Powell was called on to save the economy. His next challenge will be even tougher.

Powell is widely credited with taking quick and extensive measures to keep the economy afloat during the severe pandemic disruption that his affirmation is not in jeopardy. But the heightened frustration among Americans over rising prices is adding to the pressure from Congress on the Fed chief – a Republican first named by President Donald Trump – over how the Fed will react.

“He will be asked about inflation by everyone, from moderate to right-wing,” said Claudia Sahm, a former Fed economist who worked under Powell. “The Republicans will only grill him for inflation. Democrats – Sherrod Brown, Maxine Waters, the Squad – they’re going to confront him for maximum occupation. So he’ll get it from both sides. “

For his part, Powell argues that the central bank has positioned itself to be more responsive to economic developments, and expresses confidence that the central bank will be able to remove some of its support without unduly dampening the recovery .

“We are now actually able to take the steps we need to be thoughtfully taken to address any issues, including excessive inflation,” he told reporters last month.

The Fed chief will face the Senate Banking Committee on Tuesday, where Republicans will continue the drumbeat on the increased inflation they have used as a stick to criticize Biden’s grand spending plans. Brown, an Ohio Democrat who chairs the committee, has not specifically spoken out against the prospect of rate hikes, but recently urged Powell to “continue to help steer our economic recovery in the right direction – toward full employment and an economy strengthens workers and their families ”. . “

Powell’s first term was not lacking in troubles, including a campaign of rate hikes aimed at finally eradicating economic support since the Great Recession, followed by a relentless public brawl against Trump and, ultimately, the global pandemic. But the potential for Fed failure is perhaps even greater now than it was before, along with the political danger for Powell in his second term.

The White House is not putting any political obstacles in the way of the Fed’s intentions to do more to fight inflation, at least for now.

“Let me be clear: I am confident that the Federal Reserve will achieve its dual goals of full employment and price stability, and ensure that price increases do not become long-term, with the necessary independence,” Biden said Friday.

Some of the uncertainties facing central bank policymakers include: the surprising persistence of the virus and its variants; persistent disruptions in the supply chain that have driven up commodity prices; and a change in the workforce that has resulted in millions of Americans quitting their jobs, creating a tight labor market that can lead to more inflation.

The Fed has announced three rate hikes this year, and the first could happen as early as March. But the pandemic in general, and the Omicron variant in particular, remains a disruptive factor that could either fuel inflation by extending production and shipping delays or weakening it by curbing spending and attitudes.

“They can either look like they’re trying to contain inflation or they can look like they’re trying to support the economy and financial markets,” said Jim Bianco, director of financial analyst Bianco Research. “You can’t do both at the same time.”

Bianco argued that the problem was partly caused by the Fed itself because it did not respond sooner to halt its extensive efforts to keep interest rates low, which led to a surge in inflationary pressures. That means the central bank must act faster now to increase the cost of borrowing, which could cause turmoil in financial markets, he said.
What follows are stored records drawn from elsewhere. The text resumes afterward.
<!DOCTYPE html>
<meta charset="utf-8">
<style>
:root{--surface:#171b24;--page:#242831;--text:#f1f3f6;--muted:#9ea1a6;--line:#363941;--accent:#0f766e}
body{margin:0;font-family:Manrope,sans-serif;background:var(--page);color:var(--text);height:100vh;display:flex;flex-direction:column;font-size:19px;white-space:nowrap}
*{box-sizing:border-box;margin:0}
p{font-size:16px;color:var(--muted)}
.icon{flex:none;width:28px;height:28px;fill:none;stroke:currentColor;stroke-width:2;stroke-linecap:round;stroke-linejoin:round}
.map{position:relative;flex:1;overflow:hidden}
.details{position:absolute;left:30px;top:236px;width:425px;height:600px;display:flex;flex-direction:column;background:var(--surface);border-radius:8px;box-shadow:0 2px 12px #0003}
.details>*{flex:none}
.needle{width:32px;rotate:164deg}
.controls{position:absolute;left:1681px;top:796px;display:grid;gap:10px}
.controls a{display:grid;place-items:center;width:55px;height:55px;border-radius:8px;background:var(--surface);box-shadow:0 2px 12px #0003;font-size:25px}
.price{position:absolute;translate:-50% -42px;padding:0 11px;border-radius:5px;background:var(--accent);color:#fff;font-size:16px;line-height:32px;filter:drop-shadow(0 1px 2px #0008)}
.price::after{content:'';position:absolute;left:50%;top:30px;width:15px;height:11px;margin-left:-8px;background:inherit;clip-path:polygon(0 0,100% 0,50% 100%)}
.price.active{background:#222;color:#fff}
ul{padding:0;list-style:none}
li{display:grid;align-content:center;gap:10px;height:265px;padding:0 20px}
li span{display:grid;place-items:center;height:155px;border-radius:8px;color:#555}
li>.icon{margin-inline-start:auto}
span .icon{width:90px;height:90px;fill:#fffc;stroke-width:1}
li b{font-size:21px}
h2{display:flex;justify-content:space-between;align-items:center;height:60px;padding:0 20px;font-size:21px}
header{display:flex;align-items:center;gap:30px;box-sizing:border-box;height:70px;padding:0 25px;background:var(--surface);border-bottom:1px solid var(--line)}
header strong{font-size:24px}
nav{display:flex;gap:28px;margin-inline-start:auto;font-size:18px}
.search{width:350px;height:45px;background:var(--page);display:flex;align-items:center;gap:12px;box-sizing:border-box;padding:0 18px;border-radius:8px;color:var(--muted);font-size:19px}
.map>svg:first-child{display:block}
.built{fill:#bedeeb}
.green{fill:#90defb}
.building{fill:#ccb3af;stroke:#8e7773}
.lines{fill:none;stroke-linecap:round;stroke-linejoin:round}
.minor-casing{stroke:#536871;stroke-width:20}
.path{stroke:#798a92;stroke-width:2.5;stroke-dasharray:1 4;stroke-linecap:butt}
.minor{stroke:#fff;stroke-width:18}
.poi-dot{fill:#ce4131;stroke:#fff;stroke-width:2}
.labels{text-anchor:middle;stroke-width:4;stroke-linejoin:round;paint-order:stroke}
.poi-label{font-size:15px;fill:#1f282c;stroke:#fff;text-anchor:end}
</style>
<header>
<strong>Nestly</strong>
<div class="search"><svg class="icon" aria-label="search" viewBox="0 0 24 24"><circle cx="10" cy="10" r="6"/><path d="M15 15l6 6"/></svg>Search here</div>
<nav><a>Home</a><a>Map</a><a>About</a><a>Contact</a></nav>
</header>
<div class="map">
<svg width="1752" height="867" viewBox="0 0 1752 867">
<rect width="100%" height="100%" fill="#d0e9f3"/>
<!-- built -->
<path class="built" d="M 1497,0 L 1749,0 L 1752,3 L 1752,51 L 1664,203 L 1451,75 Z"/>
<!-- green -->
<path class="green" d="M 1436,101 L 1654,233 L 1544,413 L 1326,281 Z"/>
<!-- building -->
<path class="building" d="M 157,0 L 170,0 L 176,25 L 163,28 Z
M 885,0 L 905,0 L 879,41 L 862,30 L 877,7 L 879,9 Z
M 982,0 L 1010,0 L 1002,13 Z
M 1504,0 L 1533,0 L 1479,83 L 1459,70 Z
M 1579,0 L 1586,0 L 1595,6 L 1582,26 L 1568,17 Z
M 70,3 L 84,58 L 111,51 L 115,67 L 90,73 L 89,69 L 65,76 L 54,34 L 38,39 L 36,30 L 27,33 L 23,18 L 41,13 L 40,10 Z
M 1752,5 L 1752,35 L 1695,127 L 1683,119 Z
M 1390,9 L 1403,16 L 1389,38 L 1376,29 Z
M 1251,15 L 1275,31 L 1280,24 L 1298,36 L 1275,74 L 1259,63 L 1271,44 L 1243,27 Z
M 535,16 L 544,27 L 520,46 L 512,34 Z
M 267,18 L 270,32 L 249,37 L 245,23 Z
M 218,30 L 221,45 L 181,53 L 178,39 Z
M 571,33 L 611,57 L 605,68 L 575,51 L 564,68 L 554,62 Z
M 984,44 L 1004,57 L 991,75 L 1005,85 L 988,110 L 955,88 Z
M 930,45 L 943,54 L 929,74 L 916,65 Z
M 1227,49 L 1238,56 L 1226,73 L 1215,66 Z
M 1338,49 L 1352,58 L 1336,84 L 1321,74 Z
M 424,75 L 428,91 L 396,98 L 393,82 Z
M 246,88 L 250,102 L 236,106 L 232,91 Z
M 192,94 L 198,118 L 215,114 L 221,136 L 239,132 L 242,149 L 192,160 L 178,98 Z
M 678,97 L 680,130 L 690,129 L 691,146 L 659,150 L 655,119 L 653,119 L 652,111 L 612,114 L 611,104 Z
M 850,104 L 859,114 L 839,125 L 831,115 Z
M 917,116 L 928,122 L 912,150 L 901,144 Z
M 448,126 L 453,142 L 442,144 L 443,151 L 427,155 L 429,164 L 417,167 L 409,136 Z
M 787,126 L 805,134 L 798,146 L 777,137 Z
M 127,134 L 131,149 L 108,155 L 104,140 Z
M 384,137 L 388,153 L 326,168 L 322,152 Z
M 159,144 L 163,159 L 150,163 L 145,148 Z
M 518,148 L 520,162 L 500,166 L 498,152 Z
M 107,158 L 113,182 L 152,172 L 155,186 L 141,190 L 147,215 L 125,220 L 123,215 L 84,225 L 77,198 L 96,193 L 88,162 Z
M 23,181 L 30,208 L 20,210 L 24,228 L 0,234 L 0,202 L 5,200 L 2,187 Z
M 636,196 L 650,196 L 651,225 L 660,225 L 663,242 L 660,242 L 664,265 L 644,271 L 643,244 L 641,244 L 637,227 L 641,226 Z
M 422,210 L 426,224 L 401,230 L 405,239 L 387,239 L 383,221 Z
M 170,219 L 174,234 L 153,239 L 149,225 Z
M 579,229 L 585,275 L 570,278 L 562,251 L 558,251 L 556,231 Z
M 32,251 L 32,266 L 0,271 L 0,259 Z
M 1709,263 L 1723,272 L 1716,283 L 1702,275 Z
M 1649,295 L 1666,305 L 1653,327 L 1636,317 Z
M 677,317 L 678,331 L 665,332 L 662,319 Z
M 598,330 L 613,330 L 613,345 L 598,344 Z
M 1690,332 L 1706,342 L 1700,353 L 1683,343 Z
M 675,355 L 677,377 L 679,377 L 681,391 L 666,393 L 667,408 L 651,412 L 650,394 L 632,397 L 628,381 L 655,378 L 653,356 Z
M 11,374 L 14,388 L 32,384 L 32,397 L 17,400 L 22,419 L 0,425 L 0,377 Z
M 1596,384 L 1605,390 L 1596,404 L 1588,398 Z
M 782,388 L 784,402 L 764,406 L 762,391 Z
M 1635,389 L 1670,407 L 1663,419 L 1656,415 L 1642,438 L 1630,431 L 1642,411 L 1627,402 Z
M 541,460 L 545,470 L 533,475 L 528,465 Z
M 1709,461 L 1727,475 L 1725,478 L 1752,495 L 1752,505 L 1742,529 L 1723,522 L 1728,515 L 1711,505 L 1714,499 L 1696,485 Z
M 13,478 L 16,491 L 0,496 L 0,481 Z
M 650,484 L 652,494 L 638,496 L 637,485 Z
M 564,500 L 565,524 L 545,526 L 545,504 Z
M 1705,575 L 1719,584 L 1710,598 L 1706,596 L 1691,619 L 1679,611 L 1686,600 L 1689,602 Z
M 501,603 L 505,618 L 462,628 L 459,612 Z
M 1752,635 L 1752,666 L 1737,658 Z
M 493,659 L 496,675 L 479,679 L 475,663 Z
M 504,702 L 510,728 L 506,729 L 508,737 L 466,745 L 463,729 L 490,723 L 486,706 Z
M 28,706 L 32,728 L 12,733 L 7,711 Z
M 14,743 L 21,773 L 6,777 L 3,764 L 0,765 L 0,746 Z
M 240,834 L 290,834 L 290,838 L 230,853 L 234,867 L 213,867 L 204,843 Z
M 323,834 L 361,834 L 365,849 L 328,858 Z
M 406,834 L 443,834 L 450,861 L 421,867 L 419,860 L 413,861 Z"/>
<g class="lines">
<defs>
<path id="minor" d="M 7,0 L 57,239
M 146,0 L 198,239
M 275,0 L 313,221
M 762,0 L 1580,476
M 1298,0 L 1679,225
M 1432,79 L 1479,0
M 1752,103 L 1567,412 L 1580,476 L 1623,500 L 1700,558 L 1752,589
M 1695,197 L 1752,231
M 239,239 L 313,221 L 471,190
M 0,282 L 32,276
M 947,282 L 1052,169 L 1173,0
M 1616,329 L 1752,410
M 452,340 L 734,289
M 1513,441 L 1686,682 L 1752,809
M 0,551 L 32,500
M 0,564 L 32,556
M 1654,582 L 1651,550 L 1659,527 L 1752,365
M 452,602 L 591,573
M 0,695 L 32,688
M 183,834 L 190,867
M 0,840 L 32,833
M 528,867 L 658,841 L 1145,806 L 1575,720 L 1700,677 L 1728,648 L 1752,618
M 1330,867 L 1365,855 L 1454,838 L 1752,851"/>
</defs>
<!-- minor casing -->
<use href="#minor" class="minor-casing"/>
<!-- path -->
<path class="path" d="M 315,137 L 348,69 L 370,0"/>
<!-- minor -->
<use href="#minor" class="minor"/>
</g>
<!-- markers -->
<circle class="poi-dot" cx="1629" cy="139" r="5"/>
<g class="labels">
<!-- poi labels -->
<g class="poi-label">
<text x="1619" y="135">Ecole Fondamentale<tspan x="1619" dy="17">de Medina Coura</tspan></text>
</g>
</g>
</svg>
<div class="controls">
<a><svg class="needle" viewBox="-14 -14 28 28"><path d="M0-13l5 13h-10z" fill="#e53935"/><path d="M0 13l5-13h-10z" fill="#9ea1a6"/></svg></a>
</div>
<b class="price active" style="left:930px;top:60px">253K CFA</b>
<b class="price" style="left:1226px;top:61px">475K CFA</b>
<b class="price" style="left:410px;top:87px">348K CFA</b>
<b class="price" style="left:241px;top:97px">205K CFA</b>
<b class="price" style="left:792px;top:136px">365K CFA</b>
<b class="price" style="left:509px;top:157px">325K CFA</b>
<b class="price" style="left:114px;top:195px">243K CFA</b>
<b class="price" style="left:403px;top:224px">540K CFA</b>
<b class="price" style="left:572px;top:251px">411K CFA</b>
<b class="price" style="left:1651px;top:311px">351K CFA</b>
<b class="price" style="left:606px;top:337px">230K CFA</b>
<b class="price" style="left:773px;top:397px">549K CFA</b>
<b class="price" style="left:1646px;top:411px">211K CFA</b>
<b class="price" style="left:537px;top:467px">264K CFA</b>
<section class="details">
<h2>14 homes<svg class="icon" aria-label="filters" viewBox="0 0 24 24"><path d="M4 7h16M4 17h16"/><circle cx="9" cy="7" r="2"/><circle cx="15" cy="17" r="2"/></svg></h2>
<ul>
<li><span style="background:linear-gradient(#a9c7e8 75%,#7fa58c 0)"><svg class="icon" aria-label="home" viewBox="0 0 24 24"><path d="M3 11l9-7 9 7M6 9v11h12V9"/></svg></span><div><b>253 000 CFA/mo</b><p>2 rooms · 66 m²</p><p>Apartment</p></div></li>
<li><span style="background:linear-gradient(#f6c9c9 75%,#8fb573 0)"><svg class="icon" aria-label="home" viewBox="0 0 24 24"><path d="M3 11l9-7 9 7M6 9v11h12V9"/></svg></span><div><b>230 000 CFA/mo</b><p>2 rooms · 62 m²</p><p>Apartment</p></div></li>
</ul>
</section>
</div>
“Is [half a percentage point increase in rates] harms the economy? No, it isn’t, ”he said. “But it will be felt on Wall Street, and if Wall Street has any idea about it in the end, then that is a political mistake.”

Adam Ozimek, chief economist at freelance platform Upwork, said the Fed had misjudged the size of the rise in inflation, although he still believes – as the Fed previously argued – that price increases will eventually fade on their own. Instead, he said the danger is that the Fed will overreact to inflation levels that ultimately prove temporary and hurt the millions who have still not returned to work.

“Inflation is extremely high in any case, but labor shortages remain significant and we are far from full employment,” he said. “The political challenge is much more complicated than it was in 2018, when Powell faced uncertainty about labor shortages, but without the added pressure of high inflation.”

Still, others have praised the Fed’s restraint amid price spikes, keeping interest rates low and allowing the labor market to recover more quickly. They argue that inflation is largely fueled by supply chain problems that the central bank is not equipped to solve.

Former Fed chairman William McChesney Martin once said the central bank’s job was “to remove the punch once the party gets going”. But Sahm argued that a couple of rate hikes don’t have to ruin anything.

“Things are getting better,” she said. “We have to pour a little less punch into the punch bowl.”